Your objective ▸
Check each line of the records below for the word "Gulu" and copy those where it appears.

Saved data entries:
╔══

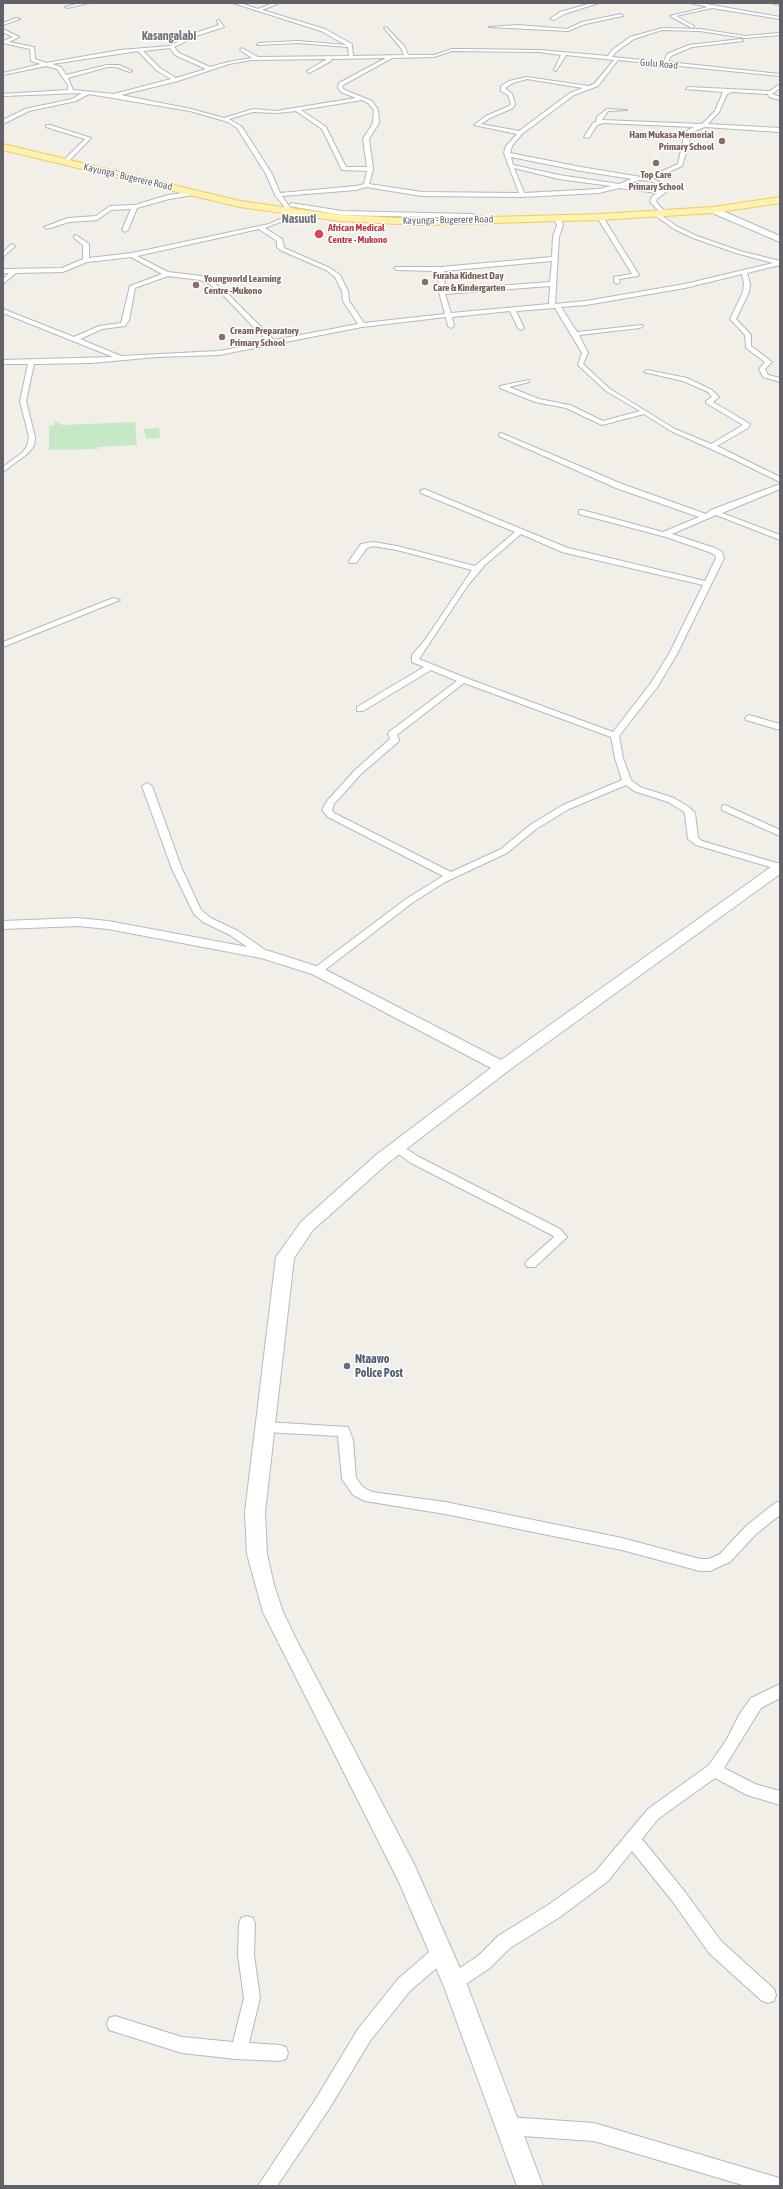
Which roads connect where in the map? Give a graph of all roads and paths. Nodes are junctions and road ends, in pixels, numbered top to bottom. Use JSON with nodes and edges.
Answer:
{"nodes":[{"id":1,"x":87,"y":3,"type":"edge"},
{"id":2,"x":235,"y":3,"type":"edge"},
{"id":3,"x":277,"y":3,"type":"edge"},
{"id":4,"x":597,"y":3,"type":"edge"},
{"id":5,"x":692,"y":3,"type":"edge"},
{"id":6,"x":776,"y":3,"type":"edge"},
{"id":7,"x":780,"y":4,"type":"edge"},
{"id":8,"x":68,"y":7,"type":"dead end"},
{"id":9,"x":716,"y":7,"type":"junction"},
{"id":10,"x":258,"y":10,"type":"junction"},
{"id":11,"x":780,"y":12,"type":"edge"},
{"id":12,"x":621,"y":15,"type":"dead end"},
{"id":13,"x":771,"y":17,"type":"junction"},
{"id":14,"x":780,"y":18,"type":"edge"},
{"id":15,"x":18,"y":19,"type":"dead end"},
{"id":16,"x":552,"y":19,"type":"dead end"},
{"id":17,"x":219,"y":21,"type":"dead end"},
{"id":18,"x":3,"y":24,"type":"edge"},
{"id":19,"x":491,"y":27,"type":"dead end"},
{"id":20,"x":386,"y":28,"type":"dead end"},
{"id":21,"x":3,"y":30,"type":"edge"},
{"id":22,"x":700,"y":30,"type":"junction"},
{"id":23,"x":780,"y":34,"type":"edge"},
{"id":24,"x":741,"y":40,"type":"dead end"},
{"id":25,"x":3,"y":42,"type":"edge"},
{"id":26,"x":259,"y":44,"type":"dead end"},
{"id":27,"x":350,"y":45,"type":"junction"},
{"id":28,"x":171,"y":47,"type":"junction"},
{"id":29,"x":242,"y":49,"type":"dead end"},
{"id":30,"x":140,"y":50,"type":"junction"},
{"id":31,"x":564,"y":54,"type":"junction"},
{"id":32,"x":407,"y":57,"type":"junction"},
{"id":33,"x":350,"y":58,"type":"junction"},
{"id":34,"x":390,"y":58,"type":"junction"},
{"id":35,"x":610,"y":58,"type":"junction"},
{"id":36,"x":257,"y":59,"type":"junction"},
{"id":37,"x":332,"y":59,"type":"junction"},
{"id":38,"x":616,"y":60,"type":"junction"},
{"id":39,"x":46,"y":64,"type":"junction"},
{"id":40,"x":665,"y":64,"type":"junction"},
{"id":41,"x":211,"y":69,"type":"junction"},
{"id":42,"x":556,"y":70,"type":"dead end"},
{"id":43,"x":130,"y":71,"type":"dead end"},
{"id":44,"x":309,"y":72,"type":"dead end"},
{"id":45,"x":3,"y":74,"type":"edge"},
{"id":46,"x":780,"y":75,"type":"edge"},
{"id":47,"x":64,"y":77,"type":"junction"},
{"id":48,"x":176,"y":80,"type":"junction"},
{"id":49,"x":780,"y":85,"type":"edge"},
{"id":50,"x":586,"y":87,"type":"junction"},
{"id":51,"x":688,"y":88,"type":"dead end"},
{"id":52,"x":71,"y":91,"type":"junction"},
{"id":53,"x":729,"y":91,"type":"junction"},
{"id":54,"x":88,"y":92,"type":"junction"},
{"id":55,"x":770,"y":94,"type":"junction"},
{"id":56,"x":3,"y":95,"type":"edge"},
{"id":57,"x":116,"y":95,"type":"junction"},
{"id":58,"x":361,"y":99,"type":"junction"},
{"id":59,"x":780,"y":100,"type":"edge"},
{"id":60,"x":192,"y":103,"type":"dead end"},
{"id":61,"x":177,"y":107,"type":"junction"},
{"id":62,"x":297,"y":109,"type":"junction"},
{"id":63,"x":625,"y":110,"type":"dead end"},
{"id":64,"x":225,"y":119,"type":"junction"},
{"id":65,"x":3,"y":122,"type":"edge"},
{"id":66,"x":599,"y":122,"type":"junction"},
{"id":67,"x":48,"y":126,"type":"dead end"},
{"id":68,"x":702,"y":126,"type":"junction"},
{"id":69,"x":780,"y":130,"type":"edge"},
{"id":70,"x":520,"y":133,"type":"junction"},
{"id":71,"x":686,"y":136,"type":"junction"},
{"id":72,"x":586,"y":137,"type":"dead end"},
{"id":73,"x":646,"y":137,"type":"dead end"},
{"id":74,"x":3,"y":147,"type":"edge"},
{"id":75,"x":509,"y":155,"type":"junction"},
{"id":76,"x":65,"y":162,"type":"junction"},
{"id":77,"x":511,"y":166,"type":"junction"},
{"id":78,"x":370,"y":169,"type":"junction"},
{"id":79,"x":641,"y":177,"type":"junction"},
{"id":80,"x":648,"y":178,"type":"junction"},
{"id":81,"x":366,"y":185,"type":"junction"},
{"id":82,"x":619,"y":186,"type":"junction"},
{"id":83,"x":660,"y":192,"type":"junction"},
{"id":84,"x":197,"y":193,"type":"junction"},
{"id":85,"x":278,"y":195,"type":"junction"},
{"id":86,"x":522,"y":195,"type":"junction"},
{"id":87,"x":780,"y":200,"type":"edge"},
{"id":88,"x":285,"y":203,"type":"junction"},
{"id":89,"x":135,"y":207,"type":"junction"},
{"id":90,"x":713,"y":210,"type":"junction"},
{"id":91,"x":294,"y":212,"type":"junction"},
{"id":92,"x":661,"y":214,"type":"junction"},
{"id":93,"x":600,"y":217,"type":"junction"},
{"id":94,"x":558,"y":219,"type":"junction"},
{"id":95,"x":492,"y":220,"type":"junction"},
{"id":96,"x":47,"y":227,"type":"dead end"},
{"id":97,"x":261,"y":228,"type":"junction"},
{"id":98,"x":125,"y":230,"type":"dead end"},
{"id":99,"x":76,"y":237,"type":"dead end"},
{"id":100,"x":780,"y":239,"type":"edge"},
{"id":101,"x":12,"y":246,"type":"dead end"},
{"id":102,"x":3,"y":255,"type":"edge"},
{"id":103,"x":132,"y":255,"type":"junction"},
{"id":104,"x":554,"y":259,"type":"junction"},
{"id":105,"x":86,"y":260,"type":"junction"},
{"id":106,"x":780,"y":263,"type":"edge"},
{"id":107,"x":397,"y":268,"type":"dead end"},
{"id":108,"x":441,"y":269,"type":"junction"},
{"id":109,"x":3,"y":271,"type":"edge"},
{"id":110,"x":744,"y":271,"type":"junction"},
{"id":111,"x":13,"y":272,"type":"junction"},
{"id":112,"x":167,"y":274,"type":"junction"},
{"id":113,"x":3,"y":282,"type":"edge"},
{"id":114,"x":617,"y":282,"type":"dead end"},
{"id":115,"x":554,"y":284,"type":"junction"},
{"id":116,"x":442,"y":292,"type":"junction"},
{"id":117,"x":554,"y":306,"type":"junction"},
{"id":118,"x":512,"y":310,"type":"junction"},
{"id":119,"x":3,"y":311,"type":"edge"},
{"id":120,"x":448,"y":315,"type":"junction"},
{"id":121,"x":362,"y":325,"type":"junction"},
{"id":122,"x":451,"y":326,"type":"dead end"},
{"id":123,"x":640,"y":326,"type":"dead end"},
{"id":124,"x":521,"y":328,"type":"dead end"},
{"id":125,"x":575,"y":334,"type":"junction"},
{"id":126,"x":73,"y":340,"type":"junction"},
{"id":127,"x":272,"y":342,"type":"junction"},
{"id":128,"x":121,"y":358,"type":"junction"},
{"id":129,"x":3,"y":362,"type":"edge"},
{"id":130,"x":31,"y":363,"type":"junction"},
{"id":131,"x":647,"y":372,"type":"dead end"},
{"id":132,"x":780,"y":380,"type":"edge"},
{"id":133,"x":527,"y":381,"type":"dead end"},
{"id":134,"x":646,"y":412,"type":"junction"},
{"id":135,"x":501,"y":435,"type":"dead end"},
{"id":136,"x":712,"y":446,"type":"junction"},
{"id":137,"x":3,"y":470,"type":"edge"},
{"id":138,"x":780,"y":480,"type":"edge"},
{"id":139,"x":777,"y":488,"type":"edge"},
{"id":140,"x":424,"y":491,"type":"dead end"},
{"id":141,"x":582,"y":512,"type":"dead end"},
{"id":142,"x":714,"y":512,"type":"junction"},
{"id":143,"x":704,"y":516,"type":"junction"},
{"id":144,"x":520,"y":531,"type":"junction"},
{"id":145,"x":664,"y":535,"type":"junction"},
{"id":146,"x":780,"y":538,"type":"edge"},
{"id":147,"x":353,"y":561,"type":"dead end"},
{"id":148,"x":476,"y":570,"type":"junction"},
{"id":149,"x":707,"y":584,"type":"junction"},
{"id":150,"x":116,"y":600,"type":"dead end"},
{"id":151,"x":3,"y":645,"type":"edge"},
{"id":152,"x":429,"y":667,"type":"junction"},
{"id":153,"x":463,"y":680,"type":"junction"},
{"id":154,"x":360,"y":709,"type":"dead end"},
{"id":155,"x":749,"y":718,"type":"dead end"},
{"id":156,"x":780,"y":727,"type":"edge"},
{"id":157,"x":615,"y":736,"type":"junction"},
{"id":158,"x":627,"y":780,"type":"junction"},
{"id":159,"x":147,"y":786,"type":"dead end"},
{"id":160,"x":725,"y":808,"type":"dead end"},
{"id":161,"x":780,"y":833,"type":"edge"},
{"id":162,"x":780,"y":867,"type":"edge"},
{"id":163,"x":450,"y":876,"type":"junction"},
{"id":164,"x":3,"y":925,"type":"edge"},
{"id":165,"x":264,"y":954,"type":"junction"},
{"id":166,"x":317,"y":971,"type":"junction"},
{"id":167,"x":502,"y":1067,"type":"junction"},
{"id":168,"x":397,"y":1147,"type":"junction"},
{"id":169,"x":531,"y":1264,"type":"dead end"},
{"id":170,"x":266,"y":1426,"type":"junction"},
{"id":171,"x":780,"y":1507,"type":"edge"},
{"id":172,"x":780,"y":1691,"type":"edge"},
{"id":173,"x":714,"y":1770,"type":"junction"},
{"id":174,"x":780,"y":1798,"type":"edge"},
{"id":175,"x":632,"y":1839,"type":"junction"},
{"id":176,"x":247,"y":1924,"type":"dead end"},
{"id":177,"x":441,"y":1953,"type":"junction"},
{"id":178,"x":454,"y":1982,"type":"junction"},
{"id":179,"x":768,"y":1995,"type":"dead end"},
{"id":180,"x":115,"y":2024,"type":"dead end"},
{"id":181,"x":239,"y":2051,"type":"junction"},
{"id":182,"x":280,"y":2053,"type":"dead end"},
{"id":183,"x":508,"y":2126,"type":"junction"},
{"id":184,"x":267,"y":2186,"type":"edge"},
{"id":185,"x":530,"y":2186,"type":"edge"},
{"id":186,"x":776,"y":2186,"type":"edge"}],
"edges":[{"from":1,"to":8,"type":"street"},
{"from":2,"to":10,"type":"street"},
{"from":3,"to":10,"type":"street"},
{"from":4,"to":16,"type":"street"},
{"from":5,"to":9,"type":"street"},
{"from":6,"to":7,"type":"street"},
{"from":9,"to":13,"type":"street"},
{"from":9,"to":22,"type":"street"},
{"from":10,"to":27,"type":"street"},
{"from":11,"to":13,"type":"street"},
{"from":12,"to":19,"type":"street"},
{"from":13,"to":14,"type":"street"},
{"from":15,"to":18,"type":"street"},
{"from":17,"to":28,"type":"street"},
{"from":20,"to":32,"type":"street"},
{"from":21,"to":25,"type":"street"},
{"from":22,"to":23,"type":"street"},
{"from":22,"to":35,"type":"street"},
{"from":24,"to":40,"type":"street"},
{"from":25,"to":39,"type":"street"},
{"from":26,"to":27,"type":"street"},
{"from":27,"to":33,"type":"street"},
{"from":28,"to":30,"type":"street"},
{"from":28,"to":41,"type":"street"},
{"from":29,"to":36,"type":"street"},
{"from":30,"to":39,"type":"street"},
{"from":30,"to":48,"type":"street"},
{"from":31,"to":32,"type":"street","name":"Gulu Road"},
{"from":31,"to":35,"type":"street","name":"Gulu Road"},
{"from":31,"to":42,"type":"street"},
{"from":32,"to":34,"type":"street","name":"Gulu Road"},
{"from":33,"to":34,"type":"street","name":"Gulu Road"},
{"from":33,"to":37,"type":"street","name":"Gulu Road"},
{"from":34,"to":58,"type":"street"},
{"from":35,"to":38,"type":"street","name":"Gulu Road"},
{"from":36,"to":37,"type":"street","name":"Gulu Road"},
{"from":36,"to":41,"type":"street","name":"Gulu Road"},
{"from":37,"to":44,"type":"street"},
{"from":38,"to":40,"type":"street","name":"Gulu Road"},
{"from":38,"to":50,"type":"street"},
{"from":39,"to":45,"type":"street"},
{"from":39,"to":47,"type":"street"},
{"from":40,"to":46,"type":"street","name":"Gulu Road"},
{"from":41,"to":48,"type":"street","name":"Gulu Road"},
{"from":43,"to":47,"type":"street"},
{"from":47,"to":52,"type":"street"},
{"from":48,"to":57,"type":"street","name":"Gulu Road"},
{"from":49,"to":55,"type":"street"},
{"from":50,"to":70,"type":"street"},
{"from":50,"to":70,"type":"street"},
{"from":51,"to":53,"type":"street"},
{"from":52,"to":54,"type":"street"},
{"from":52,"to":56,"type":"street"},
{"from":53,"to":55,"type":"street"},
{"from":53,"to":68,"type":"street"},
{"from":54,"to":57,"type":"street"},
{"from":54,"to":65,"type":"street"},
{"from":55,"to":59,"type":"street"},
{"from":57,"to":61,"type":"street"},
{"from":58,"to":62,"type":"street"},
{"from":58,"to":78,"type":"street"},
{"from":60,"to":61,"type":"street"},
{"from":61,"to":64,"type":"street"},
{"from":62,"to":64,"type":"street"},
{"from":62,"to":78,"type":"street"},
{"from":63,"to":66,"type":"street"},
{"from":64,"to":85,"type":"street"},
{"from":66,"to":68,"type":"street"},
{"from":66,"to":72,"type":"street"},
{"from":67,"to":76,"type":"street"},
{"from":68,"to":69,"type":"street"},
{"from":68,"to":71,"type":"street"},
{"from":70,"to":75,"type":"street"},
{"from":71,"to":73,"type":"street"},
{"from":71,"to":80,"type":"street"},
{"from":74,"to":76,"type":"main road","name":"Kayunga - Bugerere Road"},
{"from":75,"to":77,"type":"street"},
{"from":75,"to":79,"type":"street"},
{"from":76,"to":84,"type":"main road","name":"Kayunga - Bugerere Road"},
{"from":77,"to":82,"type":"street"},
{"from":77,"to":86,"type":"street"},
{"from":78,"to":81,"type":"street"},
{"from":79,"to":80,"type":"street"},
{"from":79,"to":82,"type":"street"},
{"from":80,"to":83,"type":"street"},
{"from":81,"to":85,"type":"street"},
{"from":81,"to":86,"type":"street"},
{"from":82,"to":83,"type":"street"},
{"from":82,"to":86,"type":"street"},
{"from":83,"to":92,"type":"street"},
{"from":84,"to":89,"type":"street"},
{"from":84,"to":91,"type":"main road","name":"Kayunga - Bugerere Road"},
{"from":85,"to":88,"type":"street"},
{"from":87,"to":90,"type":"main road","name":"Kayunga - Bugerere Road"},
{"from":88,"to":91,"type":"street"},
{"from":88,"to":95,"type":"street"},
{"from":89,"to":96,"type":"street"},
{"from":89,"to":98,"type":"street"},
{"from":90,"to":92,"type":"main road","name":"Kayunga - Bugerere Road"},
{"from":90,"to":100,"type":"street"},
{"from":91,"to":95,"type":"main road","name":"Kayunga - Bugerere Road"},
{"from":91,"to":97,"type":"street"},
{"from":92,"to":93,"type":"main road","name":"Kayunga - Bugerere Road"},
{"from":92,"to":106,"type":"street"},
{"from":93,"to":94,"type":"main road","name":"Kayunga - Bugerere Road"},
{"from":93,"to":114,"type":"street"},
{"from":94,"to":95,"type":"main road","name":"Kayunga - Bugerere Road"},
{"from":94,"to":104,"type":"street"},
{"from":97,"to":103,"type":"street"},
{"from":97,"to":121,"type":"street"},
{"from":99,"to":105,"type":"street"},
{"from":101,"to":102,"type":"street"},
{"from":103,"to":105,"type":"street"},
{"from":103,"to":112,"type":"street"},
{"from":104,"to":108,"type":"street"},
{"from":104,"to":115,"type":"street"},
{"from":105,"to":111,"type":"street"},
{"from":106,"to":110,"type":"street"},
{"from":107,"to":108,"type":"street"},
{"from":108,"to":116,"type":"street"},
{"from":109,"to":111,"type":"street"},
{"from":110,"to":117,"type":"street"},
{"from":110,"to":132,"type":"street"},
{"from":111,"to":113,"type":"street"},
{"from":112,"to":126,"type":"street"},
{"from":112,"to":127,"type":"street"},
{"from":115,"to":116,"type":"street"},
{"from":115,"to":117,"type":"street"},
{"from":116,"to":120,"type":"street"},
{"from":117,"to":118,"type":"street"},
{"from":117,"to":125,"type":"street"},
{"from":118,"to":120,"type":"street"},
{"from":118,"to":124,"type":"street"},
{"from":119,"to":126,"type":"street"},
{"from":120,"to":121,"type":"street"},
{"from":120,"to":122,"type":"street"},
{"from":121,"to":127,"type":"street"},
{"from":123,"to":125,"type":"street"},
{"from":125,"to":134,"type":"street"},
{"from":126,"to":128,"type":"street"},
{"from":127,"to":128,"type":"street"},
{"from":128,"to":130,"type":"street"},
{"from":129,"to":130,"type":"street"},
{"from":130,"to":137,"type":"street"},
{"from":131,"to":136,"type":"street"},
{"from":133,"to":134,"type":"street"},
{"from":134,"to":136,"type":"street"},
{"from":135,"to":143,"type":"street"},
{"from":136,"to":138,"type":"street"},
{"from":139,"to":142,"type":"street"},
{"from":140,"to":144,"type":"street"},
{"from":141,"to":145,"type":"street"},
{"from":142,"to":143,"type":"street"},
{"from":142,"to":146,"type":"street"},
{"from":143,"to":145,"type":"street"},
{"from":144,"to":148,"type":"street"},
{"from":144,"to":149,"type":"street"},
{"from":145,"to":149,"type":"street"},
{"from":147,"to":148,"type":"street"},
{"from":148,"to":152,"type":"street"},
{"from":149,"to":157,"type":"street"},
{"from":150,"to":151,"type":"street"},
{"from":152,"to":153,"type":"street"},
{"from":152,"to":154,"type":"street"},
{"from":153,"to":157,"type":"street"},
{"from":153,"to":163,"type":"street"},
{"from":155,"to":156,"type":"street"},
{"from":157,"to":158,"type":"street"},
{"from":158,"to":162,"type":"street"},
{"from":158,"to":163,"type":"street"},
{"from":159,"to":165,"type":"street"},
{"from":160,"to":161,"type":"street"},
{"from":162,"to":167,"type":"street"},
{"from":163,"to":166,"type":"street"},
{"from":164,"to":165,"type":"street"},
{"from":165,"to":166,"type":"street"},
{"from":166,"to":167,"type":"street"},
{"from":167,"to":168,"type":"street"},
{"from":168,"to":169,"type":"street"},
{"from":168,"to":170,"type":"street"},
{"from":170,"to":171,"type":"street"},
{"from":170,"to":177,"type":"street"},
{"from":172,"to":173,"type":"street"},
{"from":173,"to":174,"type":"street"},
{"from":173,"to":175,"type":"street"},
{"from":175,"to":178,"type":"street"},
{"from":175,"to":179,"type":"street"},
{"from":176,"to":181,"type":"street"},
{"from":177,"to":178,"type":"street"},
{"from":177,"to":184,"type":"street"},
{"from":178,"to":183,"type":"street"},
{"from":180,"to":181,"type":"street"},
{"from":181,"to":182,"type":"street"},
{"from":183,"to":185,"type":"street"},
{"from":183,"to":186,"type":"street"}]}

╚══

Task output ▸
{"from":31,"to":32,"type":"street","name":"Gulu Road"},
{"from":31,"to":35,"type":"street","name":"Gulu Road"},
{"from":32,"to":34,"type":"street","name":"Gulu Road"},
{"from":33,"to":34,"type":"street","name":"Gulu Road"},
{"from":33,"to":37,"type":"street","name":"Gulu Road"},
{"from":35,"to":38,"type":"street","name":"Gulu Road"},
{"from":36,"to":37,"type":"street","name":"Gulu Road"},
{"from":36,"to":41,"type":"street","name":"Gulu Road"},
{"from":38,"to":40,"type":"street","name":"Gulu Road"},
{"from":40,"to":46,"type":"street","name":"Gulu Road"},
{"from":41,"to":48,"type":"street","name":"Gulu Road"},
{"from":48,"to":57,"type":"street","name":"Gulu Road"},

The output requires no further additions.